I have cruised about 60-70 firms to learn the business a bit more since I have been DIY all my life, and now want to get it all organized under a single firm.

Can anyone share if they have just selected a Flat Fee Firm in the last 5 years and are thrilled with them, esp doing Investment Management, Tax Planning/Filing, Estate Planning, Retirement Planning, Roth/MegaRoth Conversion/Subscription, LT Care/Insurance/Medicare, and even Alternative Investing?

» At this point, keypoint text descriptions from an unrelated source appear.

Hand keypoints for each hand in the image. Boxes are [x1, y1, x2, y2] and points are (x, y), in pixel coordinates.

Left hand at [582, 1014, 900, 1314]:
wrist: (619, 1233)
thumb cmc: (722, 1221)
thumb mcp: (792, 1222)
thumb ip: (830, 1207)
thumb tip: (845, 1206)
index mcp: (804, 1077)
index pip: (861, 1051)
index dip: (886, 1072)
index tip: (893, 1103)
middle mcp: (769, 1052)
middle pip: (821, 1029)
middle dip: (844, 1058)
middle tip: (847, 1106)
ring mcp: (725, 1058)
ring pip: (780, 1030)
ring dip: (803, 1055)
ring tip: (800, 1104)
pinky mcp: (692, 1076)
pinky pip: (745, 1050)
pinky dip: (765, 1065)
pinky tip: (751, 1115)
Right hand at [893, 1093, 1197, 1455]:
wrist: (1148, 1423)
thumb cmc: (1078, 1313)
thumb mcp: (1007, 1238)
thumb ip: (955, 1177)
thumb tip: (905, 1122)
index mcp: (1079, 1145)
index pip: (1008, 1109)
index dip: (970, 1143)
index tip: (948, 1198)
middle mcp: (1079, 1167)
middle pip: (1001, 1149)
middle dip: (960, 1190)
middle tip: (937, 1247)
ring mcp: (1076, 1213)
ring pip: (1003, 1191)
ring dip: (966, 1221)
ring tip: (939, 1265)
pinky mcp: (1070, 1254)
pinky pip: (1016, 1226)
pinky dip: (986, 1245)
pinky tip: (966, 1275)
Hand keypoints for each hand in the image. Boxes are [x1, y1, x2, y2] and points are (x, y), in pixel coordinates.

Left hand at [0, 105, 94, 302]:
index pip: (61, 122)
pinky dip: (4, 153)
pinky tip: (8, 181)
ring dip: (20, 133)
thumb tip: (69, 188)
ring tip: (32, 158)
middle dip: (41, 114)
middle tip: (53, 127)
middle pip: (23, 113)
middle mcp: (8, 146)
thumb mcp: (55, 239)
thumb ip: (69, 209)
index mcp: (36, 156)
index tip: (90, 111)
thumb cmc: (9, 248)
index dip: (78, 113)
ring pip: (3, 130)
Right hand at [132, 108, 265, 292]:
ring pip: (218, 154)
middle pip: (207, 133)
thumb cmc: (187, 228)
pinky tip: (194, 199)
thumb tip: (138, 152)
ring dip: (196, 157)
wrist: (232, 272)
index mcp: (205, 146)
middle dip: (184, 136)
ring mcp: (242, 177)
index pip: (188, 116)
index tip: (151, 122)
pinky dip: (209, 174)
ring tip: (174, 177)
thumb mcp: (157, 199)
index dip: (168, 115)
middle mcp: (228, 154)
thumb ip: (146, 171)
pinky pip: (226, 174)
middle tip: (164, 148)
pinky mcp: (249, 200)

Any help or pointers would be appreciated (I have read this entire thread).

Thanks.

SR
 
The original post re: Wells Fargo brought back memories of their 2016 scandal where they were opening customer accounts without the knowledge of the clients then charging service and overdraft fees.
Upon hearing this, a guy said, "I don't have to worry; I don't have an account with them". to which a wag replied, "How do you know?"
 
. . . and then the %AUM based which would start with $5000 per year for a $500K account to $50K for a $5M portfolio, and then keep on growing.
Just a nitpick, but some FAs use a graduated scale for their AUM-based fees. For example, a balance up to the first million is charged a 1% fee, then the next 500k is charged .75%, then .5%, etc. It's still a lot of money.
 
I am with those who feel do not need advisor. But would here simply caution against advisors or any guru anywhere who likes to churn your portfolio based on their crystal ball on how markets, bond or equity, may move in short to near term.